Data extracts:
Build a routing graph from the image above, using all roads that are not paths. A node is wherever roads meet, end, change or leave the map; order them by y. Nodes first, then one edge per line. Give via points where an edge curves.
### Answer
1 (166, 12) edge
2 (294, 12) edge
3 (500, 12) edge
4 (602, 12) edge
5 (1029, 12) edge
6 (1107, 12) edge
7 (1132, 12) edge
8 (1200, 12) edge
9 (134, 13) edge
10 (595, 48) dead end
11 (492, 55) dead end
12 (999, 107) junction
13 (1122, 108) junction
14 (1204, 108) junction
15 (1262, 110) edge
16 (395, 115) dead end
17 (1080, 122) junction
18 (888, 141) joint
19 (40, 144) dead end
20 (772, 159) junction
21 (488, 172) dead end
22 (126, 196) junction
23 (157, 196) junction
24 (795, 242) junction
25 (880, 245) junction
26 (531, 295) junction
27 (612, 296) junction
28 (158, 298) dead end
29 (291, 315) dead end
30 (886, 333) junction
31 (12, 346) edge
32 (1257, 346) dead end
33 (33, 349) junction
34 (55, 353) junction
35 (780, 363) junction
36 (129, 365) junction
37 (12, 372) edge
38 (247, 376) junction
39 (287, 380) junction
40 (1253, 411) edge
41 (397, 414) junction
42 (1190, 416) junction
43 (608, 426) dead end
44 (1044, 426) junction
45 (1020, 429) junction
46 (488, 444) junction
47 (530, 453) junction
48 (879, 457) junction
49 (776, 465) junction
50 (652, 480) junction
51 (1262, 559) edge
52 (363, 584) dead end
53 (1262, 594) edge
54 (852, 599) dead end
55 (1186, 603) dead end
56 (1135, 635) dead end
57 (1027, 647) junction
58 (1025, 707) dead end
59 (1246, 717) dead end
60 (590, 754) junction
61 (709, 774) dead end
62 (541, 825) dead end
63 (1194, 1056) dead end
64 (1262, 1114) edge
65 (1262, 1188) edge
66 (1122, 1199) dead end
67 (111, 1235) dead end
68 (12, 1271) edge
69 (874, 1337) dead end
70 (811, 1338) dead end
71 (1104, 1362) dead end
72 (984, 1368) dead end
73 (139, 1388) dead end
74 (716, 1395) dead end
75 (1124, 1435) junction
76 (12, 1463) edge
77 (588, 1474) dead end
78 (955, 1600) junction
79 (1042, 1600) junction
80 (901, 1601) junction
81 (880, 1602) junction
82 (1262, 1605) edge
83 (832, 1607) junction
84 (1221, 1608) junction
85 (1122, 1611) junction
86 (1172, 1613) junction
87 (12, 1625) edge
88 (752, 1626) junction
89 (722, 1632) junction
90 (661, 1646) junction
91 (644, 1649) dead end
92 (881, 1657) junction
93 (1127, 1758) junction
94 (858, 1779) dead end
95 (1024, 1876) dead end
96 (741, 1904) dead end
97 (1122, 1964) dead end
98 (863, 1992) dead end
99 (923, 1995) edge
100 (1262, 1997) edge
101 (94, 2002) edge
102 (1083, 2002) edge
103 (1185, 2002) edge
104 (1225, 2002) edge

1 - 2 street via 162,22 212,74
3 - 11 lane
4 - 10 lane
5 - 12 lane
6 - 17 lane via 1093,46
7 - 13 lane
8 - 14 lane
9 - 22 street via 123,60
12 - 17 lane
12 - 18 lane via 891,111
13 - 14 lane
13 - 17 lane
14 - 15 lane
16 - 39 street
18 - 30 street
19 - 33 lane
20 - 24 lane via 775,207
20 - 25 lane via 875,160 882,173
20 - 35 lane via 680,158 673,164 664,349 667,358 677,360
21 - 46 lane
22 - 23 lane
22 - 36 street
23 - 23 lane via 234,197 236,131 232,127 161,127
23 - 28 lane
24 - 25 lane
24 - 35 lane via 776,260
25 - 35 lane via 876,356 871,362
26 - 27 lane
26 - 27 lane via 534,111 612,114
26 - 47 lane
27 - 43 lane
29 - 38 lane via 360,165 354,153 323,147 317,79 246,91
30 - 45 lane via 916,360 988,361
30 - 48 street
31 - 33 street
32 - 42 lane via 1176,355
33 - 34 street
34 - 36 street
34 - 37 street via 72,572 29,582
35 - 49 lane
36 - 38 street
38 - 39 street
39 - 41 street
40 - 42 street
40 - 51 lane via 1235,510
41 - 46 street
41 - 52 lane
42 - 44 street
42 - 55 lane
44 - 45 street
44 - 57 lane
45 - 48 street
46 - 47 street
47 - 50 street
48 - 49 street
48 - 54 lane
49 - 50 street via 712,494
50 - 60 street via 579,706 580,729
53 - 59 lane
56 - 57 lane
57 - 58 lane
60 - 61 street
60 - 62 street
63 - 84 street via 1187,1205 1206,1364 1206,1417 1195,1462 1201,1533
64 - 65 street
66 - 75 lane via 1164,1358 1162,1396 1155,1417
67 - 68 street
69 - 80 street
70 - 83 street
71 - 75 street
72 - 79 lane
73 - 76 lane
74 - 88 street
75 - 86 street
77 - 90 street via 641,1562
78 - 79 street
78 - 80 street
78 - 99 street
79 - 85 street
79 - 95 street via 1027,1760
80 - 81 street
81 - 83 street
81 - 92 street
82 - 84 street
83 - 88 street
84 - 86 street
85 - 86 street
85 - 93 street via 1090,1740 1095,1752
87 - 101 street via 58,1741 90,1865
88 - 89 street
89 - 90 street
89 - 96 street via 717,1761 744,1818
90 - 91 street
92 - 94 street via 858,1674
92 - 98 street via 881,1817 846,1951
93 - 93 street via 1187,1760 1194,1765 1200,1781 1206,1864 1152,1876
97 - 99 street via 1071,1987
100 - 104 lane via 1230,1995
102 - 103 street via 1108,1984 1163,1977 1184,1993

Exercise requirements: Would you return all of the material exactly as written?

Response to the exercise:
Build a routing graph from the image above, using all roads that are not paths. A node is wherever roads meet, end, change or leave the map; order them by y. Nodes first, then one edge per line. Give via points where an edge curves.
### Answer
1 (166, 12) edge
2 (294, 12) edge
3 (500, 12) edge
4 (602, 12) edge
5 (1029, 12) edge
6 (1107, 12) edge
7 (1132, 12) edge
8 (1200, 12) edge
9 (134, 13) edge
10 (595, 48) dead end
11 (492, 55) dead end
12 (999, 107) junction
13 (1122, 108) junction
14 (1204, 108) junction
15 (1262, 110) edge
16 (395, 115) dead end
17 (1080, 122) junction
18 (888, 141) joint
19 (40, 144) dead end
20 (772, 159) junction
21 (488, 172) dead end
22 (126, 196) junction
23 (157, 196) junction
24 (795, 242) junction
25 (880, 245) junction
26 (531, 295) junction
27 (612, 296) junction
28 (158, 298) dead end
29 (291, 315) dead end
30 (886, 333) junction
31 (12, 346) edge
32 (1257, 346) dead end
33 (33, 349) junction
34 (55, 353) junction
35 (780, 363) junction
36 (129, 365) junction
37 (12, 372) edge
38 (247, 376) junction
39 (287, 380) junction
40 (1253, 411) edge
41 (397, 414) junction
42 (1190, 416) junction
43 (608, 426) dead end
44 (1044, 426) junction
45 (1020, 429) junction
46 (488, 444) junction
47 (530, 453) junction
48 (879, 457) junction
49 (776, 465) junction
50 (652, 480) junction
51 (1262, 559) edge
52 (363, 584) dead end
53 (1262, 594) edge
54 (852, 599) dead end
55 (1186, 603) dead end
56 (1135, 635) dead end
57 (1027, 647) junction
58 (1025, 707) dead end
59 (1246, 717) dead end
60 (590, 754) junction
61 (709, 774) dead end
62 (541, 825) dead end
63 (1194, 1056) dead end
64 (1262, 1114) edge
65 (1262, 1188) edge
66 (1122, 1199) dead end
67 (111, 1235) dead end
68 (12, 1271) edge
69 (874, 1337) dead end
70 (811, 1338) dead end
71 (1104, 1362) dead end
72 (984, 1368) dead end
73 (139, 1388) dead end
74 (716, 1395) dead end
75 (1124, 1435) junction
76 (12, 1463) edge
77 (588, 1474) dead end
78 (955, 1600) junction
79 (1042, 1600) junction
80 (901, 1601) junction
81 (880, 1602) junction
82 (1262, 1605) edge
83 (832, 1607) junction
84 (1221, 1608) junction
85 (1122, 1611) junction
86 (1172, 1613) junction
87 (12, 1625) edge
88 (752, 1626) junction
89 (722, 1632) junction
90 (661, 1646) junction
91 (644, 1649) dead end
92 (881, 1657) junction
93 (1127, 1758) junction
94 (858, 1779) dead end
95 (1024, 1876) dead end
96 (741, 1904) dead end
97 (1122, 1964) dead end
98 (863, 1992) dead end
99 (923, 1995) edge
100 (1262, 1997) edge
101 (94, 2002) edge
102 (1083, 2002) edge
103 (1185, 2002) edge
104 (1225, 2002) edge

1 - 2 street via 162,22 212,74
3 - 11 lane
4 - 10 lane
5 - 12 lane
6 - 17 lane via 1093,46
7 - 13 lane
8 - 14 lane
9 - 22 street via 123,60
12 - 17 lane
12 - 18 lane via 891,111
13 - 14 lane
13 - 17 lane
14 - 15 lane
16 - 39 street
18 - 30 street
19 - 33 lane
20 - 24 lane via 775,207
20 - 25 lane via 875,160 882,173
20 - 35 lane via 680,158 673,164 664,349 667,358 677,360
21 - 46 lane
22 - 23 lane
22 - 36 street
23 - 23 lane via 234,197 236,131 232,127 161,127
23 - 28 lane
24 - 25 lane
24 - 35 lane via 776,260
25 - 35 lane via 876,356 871,362
26 - 27 lane
26 - 27 lane via 534,111 612,114
26 - 47 lane
27 - 43 lane
29 - 38 lane via 360,165 354,153 323,147 317,79 246,91
30 - 45 lane via 916,360 988,361
30 - 48 street
31 - 33 street
32 - 42 lane via 1176,355
33 - 34 street
34 - 36 street
34 - 37 street via 72,572 29,582
35 - 49 lane
36 - 38 street
38 - 39 street
39 - 41 street
40 - 42 street
40 - 51 lane via 1235,510
41 - 46 street
41 - 52 lane
42 - 44 street
42 - 55 lane
44 - 45 street
44 - 57 lane
45 - 48 street
46 - 47 street
47 - 50 street
48 - 49 street
48 - 54 lane
49 - 50 street via 712,494
50 - 60 street via 579,706 580,729
53 - 59 lane
56 - 57 lane
57 - 58 lane
60 - 61 street
60 - 62 street
63 - 84 street via 1187,1205 1206,1364 1206,1417 1195,1462 1201,1533
64 - 65 street
66 - 75 lane via 1164,1358 1162,1396 1155,1417
67 - 68 street
69 - 80 street
70 - 83 street
71 - 75 street
72 - 79 lane
73 - 76 lane
74 - 88 street
75 - 86 street
77 - 90 street via 641,1562
78 - 79 street
78 - 80 street
78 - 99 street
79 - 85 street
79 - 95 street via 1027,1760
80 - 81 street
81 - 83 street
81 - 92 street
82 - 84 street
83 - 88 street
84 - 86 street
85 - 86 street
85 - 93 street via 1090,1740 1095,1752
87 - 101 street via 58,1741 90,1865
88 - 89 street
89 - 90 street
89 - 96 street via 717,1761 744,1818
90 - 91 street
92 - 94 street via 858,1674
92 - 98 street via 881,1817 846,1951
93 - 93 street via 1187,1760 1194,1765 1200,1781 1206,1864 1152,1876
97 - 99 street via 1071,1987
100 - 104 lane via 1230,1995
102 - 103 street via 1108,1984 1163,1977 1184,1993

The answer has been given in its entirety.